_WHAT YOU NEED TO DO_
Scan the records for the word "Canal". Report each line where it occurs.

_SUPPLIED RECORDS_
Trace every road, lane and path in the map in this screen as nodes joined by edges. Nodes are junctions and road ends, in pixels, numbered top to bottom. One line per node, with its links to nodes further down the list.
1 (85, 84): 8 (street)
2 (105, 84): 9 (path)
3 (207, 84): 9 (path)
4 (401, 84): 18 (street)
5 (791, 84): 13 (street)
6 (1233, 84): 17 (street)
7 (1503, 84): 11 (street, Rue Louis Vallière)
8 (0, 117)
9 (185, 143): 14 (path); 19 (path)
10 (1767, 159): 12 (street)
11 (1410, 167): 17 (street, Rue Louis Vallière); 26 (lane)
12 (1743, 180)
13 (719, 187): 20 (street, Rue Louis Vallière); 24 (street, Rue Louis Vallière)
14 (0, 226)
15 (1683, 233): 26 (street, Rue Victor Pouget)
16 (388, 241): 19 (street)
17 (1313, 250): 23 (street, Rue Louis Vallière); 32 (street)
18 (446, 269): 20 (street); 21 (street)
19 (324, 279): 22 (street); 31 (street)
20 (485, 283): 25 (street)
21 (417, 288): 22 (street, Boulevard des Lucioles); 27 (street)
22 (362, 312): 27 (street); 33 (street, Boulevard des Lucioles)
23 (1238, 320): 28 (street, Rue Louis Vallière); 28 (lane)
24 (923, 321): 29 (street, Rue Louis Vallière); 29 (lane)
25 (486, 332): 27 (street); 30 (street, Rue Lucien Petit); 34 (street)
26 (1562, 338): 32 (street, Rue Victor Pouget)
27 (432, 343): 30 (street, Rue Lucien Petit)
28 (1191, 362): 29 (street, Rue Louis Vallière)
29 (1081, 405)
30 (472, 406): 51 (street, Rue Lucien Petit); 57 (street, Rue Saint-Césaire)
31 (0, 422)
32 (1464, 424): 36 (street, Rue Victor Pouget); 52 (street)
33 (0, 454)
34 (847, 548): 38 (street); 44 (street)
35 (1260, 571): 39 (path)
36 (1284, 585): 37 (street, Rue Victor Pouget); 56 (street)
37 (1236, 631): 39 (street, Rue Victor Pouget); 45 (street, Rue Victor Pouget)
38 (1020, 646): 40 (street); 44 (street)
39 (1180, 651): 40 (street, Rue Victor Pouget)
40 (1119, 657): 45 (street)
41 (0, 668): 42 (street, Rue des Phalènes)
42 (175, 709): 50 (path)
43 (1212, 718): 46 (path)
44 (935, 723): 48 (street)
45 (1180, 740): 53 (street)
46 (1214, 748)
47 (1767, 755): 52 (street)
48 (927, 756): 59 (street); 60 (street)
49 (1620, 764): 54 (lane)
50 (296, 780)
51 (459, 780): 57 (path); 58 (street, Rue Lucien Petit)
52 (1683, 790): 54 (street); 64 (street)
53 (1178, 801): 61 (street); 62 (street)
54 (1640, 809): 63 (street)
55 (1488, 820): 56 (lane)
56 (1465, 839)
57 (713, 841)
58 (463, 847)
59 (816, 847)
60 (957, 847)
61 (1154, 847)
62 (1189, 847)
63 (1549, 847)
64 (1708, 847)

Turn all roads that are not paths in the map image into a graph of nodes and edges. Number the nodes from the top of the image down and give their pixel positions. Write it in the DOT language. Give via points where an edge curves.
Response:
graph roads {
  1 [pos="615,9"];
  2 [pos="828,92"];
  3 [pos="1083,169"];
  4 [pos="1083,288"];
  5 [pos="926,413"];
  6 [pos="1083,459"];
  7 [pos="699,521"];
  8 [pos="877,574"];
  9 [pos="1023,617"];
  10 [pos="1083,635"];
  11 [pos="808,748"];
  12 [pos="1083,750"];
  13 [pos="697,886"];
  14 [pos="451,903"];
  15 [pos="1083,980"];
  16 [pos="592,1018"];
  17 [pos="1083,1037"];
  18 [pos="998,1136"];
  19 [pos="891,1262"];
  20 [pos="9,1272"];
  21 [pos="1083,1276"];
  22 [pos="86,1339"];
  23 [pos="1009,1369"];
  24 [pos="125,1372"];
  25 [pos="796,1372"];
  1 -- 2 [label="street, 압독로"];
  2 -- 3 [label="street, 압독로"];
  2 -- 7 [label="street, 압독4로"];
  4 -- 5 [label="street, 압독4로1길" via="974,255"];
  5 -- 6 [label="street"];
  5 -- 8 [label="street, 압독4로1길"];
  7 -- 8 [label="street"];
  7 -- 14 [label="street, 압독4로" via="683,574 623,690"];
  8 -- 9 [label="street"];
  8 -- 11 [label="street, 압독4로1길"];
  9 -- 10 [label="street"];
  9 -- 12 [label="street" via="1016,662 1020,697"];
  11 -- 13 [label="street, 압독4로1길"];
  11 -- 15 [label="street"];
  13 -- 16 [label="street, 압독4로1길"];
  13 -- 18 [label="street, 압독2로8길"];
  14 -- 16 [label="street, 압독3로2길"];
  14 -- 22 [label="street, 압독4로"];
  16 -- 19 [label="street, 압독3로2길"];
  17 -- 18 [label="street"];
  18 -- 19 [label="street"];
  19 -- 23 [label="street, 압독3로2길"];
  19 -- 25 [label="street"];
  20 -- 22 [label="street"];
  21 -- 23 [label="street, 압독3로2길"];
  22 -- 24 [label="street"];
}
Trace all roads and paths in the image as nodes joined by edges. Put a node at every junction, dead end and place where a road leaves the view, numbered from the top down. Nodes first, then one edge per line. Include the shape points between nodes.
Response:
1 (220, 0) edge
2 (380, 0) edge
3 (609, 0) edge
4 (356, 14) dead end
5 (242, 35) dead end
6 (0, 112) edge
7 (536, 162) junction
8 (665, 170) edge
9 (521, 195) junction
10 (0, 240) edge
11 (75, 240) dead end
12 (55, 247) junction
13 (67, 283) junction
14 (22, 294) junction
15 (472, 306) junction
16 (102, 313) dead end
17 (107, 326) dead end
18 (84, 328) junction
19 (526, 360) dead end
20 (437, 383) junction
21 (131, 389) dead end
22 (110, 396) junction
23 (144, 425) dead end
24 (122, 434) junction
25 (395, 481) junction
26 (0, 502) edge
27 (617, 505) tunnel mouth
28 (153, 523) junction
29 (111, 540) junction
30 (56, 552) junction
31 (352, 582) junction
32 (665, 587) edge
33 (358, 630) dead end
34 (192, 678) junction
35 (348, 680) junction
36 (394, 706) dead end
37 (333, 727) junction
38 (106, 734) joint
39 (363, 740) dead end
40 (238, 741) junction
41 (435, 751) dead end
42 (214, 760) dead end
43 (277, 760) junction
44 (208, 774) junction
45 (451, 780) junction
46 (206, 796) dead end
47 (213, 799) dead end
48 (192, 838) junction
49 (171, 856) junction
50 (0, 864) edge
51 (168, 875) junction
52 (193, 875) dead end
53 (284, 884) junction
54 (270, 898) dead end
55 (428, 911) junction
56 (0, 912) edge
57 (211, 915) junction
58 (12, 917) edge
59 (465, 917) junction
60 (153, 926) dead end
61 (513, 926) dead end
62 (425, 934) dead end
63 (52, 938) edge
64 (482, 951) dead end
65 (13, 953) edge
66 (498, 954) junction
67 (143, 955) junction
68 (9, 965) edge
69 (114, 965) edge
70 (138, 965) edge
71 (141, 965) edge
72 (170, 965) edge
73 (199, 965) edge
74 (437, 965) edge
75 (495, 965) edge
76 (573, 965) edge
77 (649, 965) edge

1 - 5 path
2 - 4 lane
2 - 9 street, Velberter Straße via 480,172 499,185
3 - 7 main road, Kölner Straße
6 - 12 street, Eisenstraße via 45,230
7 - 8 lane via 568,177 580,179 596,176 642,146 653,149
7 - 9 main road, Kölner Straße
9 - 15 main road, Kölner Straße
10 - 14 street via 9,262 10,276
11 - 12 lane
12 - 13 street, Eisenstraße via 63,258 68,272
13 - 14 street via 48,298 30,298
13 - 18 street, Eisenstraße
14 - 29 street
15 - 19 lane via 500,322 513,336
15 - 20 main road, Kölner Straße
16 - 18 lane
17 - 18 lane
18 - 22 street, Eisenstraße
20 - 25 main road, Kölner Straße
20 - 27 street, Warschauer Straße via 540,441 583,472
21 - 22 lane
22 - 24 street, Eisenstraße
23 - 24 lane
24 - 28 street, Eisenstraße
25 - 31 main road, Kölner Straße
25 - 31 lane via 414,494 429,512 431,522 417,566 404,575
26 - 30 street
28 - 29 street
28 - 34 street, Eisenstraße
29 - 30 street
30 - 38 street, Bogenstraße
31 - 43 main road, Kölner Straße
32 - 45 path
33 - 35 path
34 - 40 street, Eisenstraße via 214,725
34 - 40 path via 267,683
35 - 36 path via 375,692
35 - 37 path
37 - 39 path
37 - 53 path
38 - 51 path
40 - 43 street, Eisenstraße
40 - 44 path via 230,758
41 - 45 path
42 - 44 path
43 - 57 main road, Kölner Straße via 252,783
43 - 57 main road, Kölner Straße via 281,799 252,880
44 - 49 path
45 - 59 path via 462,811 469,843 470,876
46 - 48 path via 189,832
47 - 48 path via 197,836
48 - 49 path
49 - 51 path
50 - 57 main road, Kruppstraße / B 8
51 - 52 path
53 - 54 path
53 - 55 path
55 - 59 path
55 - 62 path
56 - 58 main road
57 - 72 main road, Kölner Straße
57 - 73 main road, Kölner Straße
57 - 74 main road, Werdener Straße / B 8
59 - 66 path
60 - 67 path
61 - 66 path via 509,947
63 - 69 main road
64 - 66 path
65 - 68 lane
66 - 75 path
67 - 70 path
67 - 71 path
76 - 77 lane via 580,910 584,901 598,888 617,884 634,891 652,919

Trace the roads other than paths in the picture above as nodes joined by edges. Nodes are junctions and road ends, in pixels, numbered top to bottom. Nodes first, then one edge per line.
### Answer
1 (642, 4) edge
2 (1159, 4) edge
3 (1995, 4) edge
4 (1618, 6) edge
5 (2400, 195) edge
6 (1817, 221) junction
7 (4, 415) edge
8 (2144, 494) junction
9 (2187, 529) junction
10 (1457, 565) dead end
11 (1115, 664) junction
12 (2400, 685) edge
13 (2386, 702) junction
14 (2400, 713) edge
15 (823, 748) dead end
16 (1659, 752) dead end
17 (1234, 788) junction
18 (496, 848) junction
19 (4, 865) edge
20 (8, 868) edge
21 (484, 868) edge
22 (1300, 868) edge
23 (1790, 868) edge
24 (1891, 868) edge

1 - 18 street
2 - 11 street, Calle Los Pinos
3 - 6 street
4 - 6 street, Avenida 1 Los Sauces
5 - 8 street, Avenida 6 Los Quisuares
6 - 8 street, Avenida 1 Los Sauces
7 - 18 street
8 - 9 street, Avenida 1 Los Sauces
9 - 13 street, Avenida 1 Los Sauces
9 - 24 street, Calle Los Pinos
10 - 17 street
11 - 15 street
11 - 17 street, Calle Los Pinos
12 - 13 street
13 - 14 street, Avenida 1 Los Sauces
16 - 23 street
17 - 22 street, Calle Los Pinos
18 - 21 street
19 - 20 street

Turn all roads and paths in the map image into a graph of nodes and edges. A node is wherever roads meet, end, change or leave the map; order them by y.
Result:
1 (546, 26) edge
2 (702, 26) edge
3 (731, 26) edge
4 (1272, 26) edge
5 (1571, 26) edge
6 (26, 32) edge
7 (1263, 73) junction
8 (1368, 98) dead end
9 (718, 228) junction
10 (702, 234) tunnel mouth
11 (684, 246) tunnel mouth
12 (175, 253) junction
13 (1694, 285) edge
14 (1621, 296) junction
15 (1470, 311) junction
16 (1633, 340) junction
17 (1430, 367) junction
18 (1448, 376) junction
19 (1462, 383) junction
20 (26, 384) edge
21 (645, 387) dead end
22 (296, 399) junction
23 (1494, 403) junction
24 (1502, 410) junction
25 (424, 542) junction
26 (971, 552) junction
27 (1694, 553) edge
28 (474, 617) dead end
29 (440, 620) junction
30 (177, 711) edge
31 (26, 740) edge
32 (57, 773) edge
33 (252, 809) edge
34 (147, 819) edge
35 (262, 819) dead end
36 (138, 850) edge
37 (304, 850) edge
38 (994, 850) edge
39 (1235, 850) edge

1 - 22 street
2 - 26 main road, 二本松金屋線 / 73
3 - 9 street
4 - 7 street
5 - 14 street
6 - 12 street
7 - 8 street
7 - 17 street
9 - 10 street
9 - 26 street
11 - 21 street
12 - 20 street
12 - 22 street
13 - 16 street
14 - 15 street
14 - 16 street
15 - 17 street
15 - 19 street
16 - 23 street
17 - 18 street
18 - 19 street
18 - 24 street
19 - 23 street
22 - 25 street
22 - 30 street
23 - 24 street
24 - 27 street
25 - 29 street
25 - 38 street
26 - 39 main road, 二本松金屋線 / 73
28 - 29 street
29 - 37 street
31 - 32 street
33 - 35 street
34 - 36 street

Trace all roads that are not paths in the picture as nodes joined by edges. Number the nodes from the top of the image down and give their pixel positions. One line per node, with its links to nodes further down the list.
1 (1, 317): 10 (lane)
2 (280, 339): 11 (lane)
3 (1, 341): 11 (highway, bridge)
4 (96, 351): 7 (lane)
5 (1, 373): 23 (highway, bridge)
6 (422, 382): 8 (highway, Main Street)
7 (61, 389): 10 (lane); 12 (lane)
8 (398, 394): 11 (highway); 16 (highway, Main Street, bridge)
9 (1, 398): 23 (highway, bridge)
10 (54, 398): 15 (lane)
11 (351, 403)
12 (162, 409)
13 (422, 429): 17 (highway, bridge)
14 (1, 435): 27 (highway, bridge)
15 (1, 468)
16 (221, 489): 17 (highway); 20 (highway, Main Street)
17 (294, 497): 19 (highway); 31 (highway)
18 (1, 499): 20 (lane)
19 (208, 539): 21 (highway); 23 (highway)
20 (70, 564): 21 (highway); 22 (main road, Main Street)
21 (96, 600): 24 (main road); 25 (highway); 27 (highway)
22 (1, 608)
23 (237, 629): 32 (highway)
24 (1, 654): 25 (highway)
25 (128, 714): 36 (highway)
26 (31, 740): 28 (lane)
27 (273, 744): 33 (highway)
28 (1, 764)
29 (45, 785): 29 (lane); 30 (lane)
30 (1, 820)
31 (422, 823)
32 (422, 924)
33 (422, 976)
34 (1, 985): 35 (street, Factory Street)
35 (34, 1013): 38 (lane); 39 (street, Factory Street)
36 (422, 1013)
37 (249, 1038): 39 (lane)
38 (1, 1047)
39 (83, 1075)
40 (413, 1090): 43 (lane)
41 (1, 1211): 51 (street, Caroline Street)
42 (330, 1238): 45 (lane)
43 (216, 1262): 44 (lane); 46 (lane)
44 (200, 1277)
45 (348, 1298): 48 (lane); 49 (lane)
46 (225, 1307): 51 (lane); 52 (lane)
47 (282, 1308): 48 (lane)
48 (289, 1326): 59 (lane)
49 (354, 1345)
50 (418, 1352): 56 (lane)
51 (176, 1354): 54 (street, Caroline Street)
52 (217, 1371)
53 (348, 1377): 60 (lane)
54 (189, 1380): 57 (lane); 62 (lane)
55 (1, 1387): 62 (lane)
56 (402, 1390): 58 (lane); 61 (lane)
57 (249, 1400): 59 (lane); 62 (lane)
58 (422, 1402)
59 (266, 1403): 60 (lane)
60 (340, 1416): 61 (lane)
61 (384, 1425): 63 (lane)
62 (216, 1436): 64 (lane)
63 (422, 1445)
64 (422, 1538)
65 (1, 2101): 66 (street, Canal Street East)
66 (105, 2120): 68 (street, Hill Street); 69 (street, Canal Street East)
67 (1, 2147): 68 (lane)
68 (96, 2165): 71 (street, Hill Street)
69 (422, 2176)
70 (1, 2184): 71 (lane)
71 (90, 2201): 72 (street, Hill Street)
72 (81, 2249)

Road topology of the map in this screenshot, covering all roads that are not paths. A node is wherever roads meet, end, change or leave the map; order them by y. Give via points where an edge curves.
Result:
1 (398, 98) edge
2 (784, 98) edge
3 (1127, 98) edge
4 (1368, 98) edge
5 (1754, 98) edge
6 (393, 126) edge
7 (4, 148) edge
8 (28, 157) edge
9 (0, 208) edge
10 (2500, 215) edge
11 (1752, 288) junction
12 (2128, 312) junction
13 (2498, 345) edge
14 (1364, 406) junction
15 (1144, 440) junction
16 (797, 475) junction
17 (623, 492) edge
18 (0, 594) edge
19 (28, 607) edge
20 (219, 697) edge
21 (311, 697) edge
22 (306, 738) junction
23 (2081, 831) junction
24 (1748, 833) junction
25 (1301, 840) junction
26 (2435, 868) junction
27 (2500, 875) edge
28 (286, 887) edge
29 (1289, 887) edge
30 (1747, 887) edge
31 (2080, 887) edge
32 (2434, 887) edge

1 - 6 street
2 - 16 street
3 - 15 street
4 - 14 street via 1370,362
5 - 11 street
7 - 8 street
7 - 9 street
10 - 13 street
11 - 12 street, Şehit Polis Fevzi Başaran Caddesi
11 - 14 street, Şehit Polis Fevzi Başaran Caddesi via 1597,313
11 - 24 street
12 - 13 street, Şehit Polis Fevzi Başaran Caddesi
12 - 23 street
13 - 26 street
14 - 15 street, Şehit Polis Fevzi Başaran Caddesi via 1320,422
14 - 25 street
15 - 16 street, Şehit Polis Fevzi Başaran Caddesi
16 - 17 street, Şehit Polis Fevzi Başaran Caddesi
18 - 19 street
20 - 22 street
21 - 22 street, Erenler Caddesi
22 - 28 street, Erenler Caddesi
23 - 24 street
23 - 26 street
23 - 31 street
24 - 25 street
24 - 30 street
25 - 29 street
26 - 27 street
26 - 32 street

_ANSWER TO THIS TASK_
65 (1, 2101): 66 (street, Canal Street East)
66 (105, 2120): 68 (street, Hill Street); 69 (street, Canal Street East)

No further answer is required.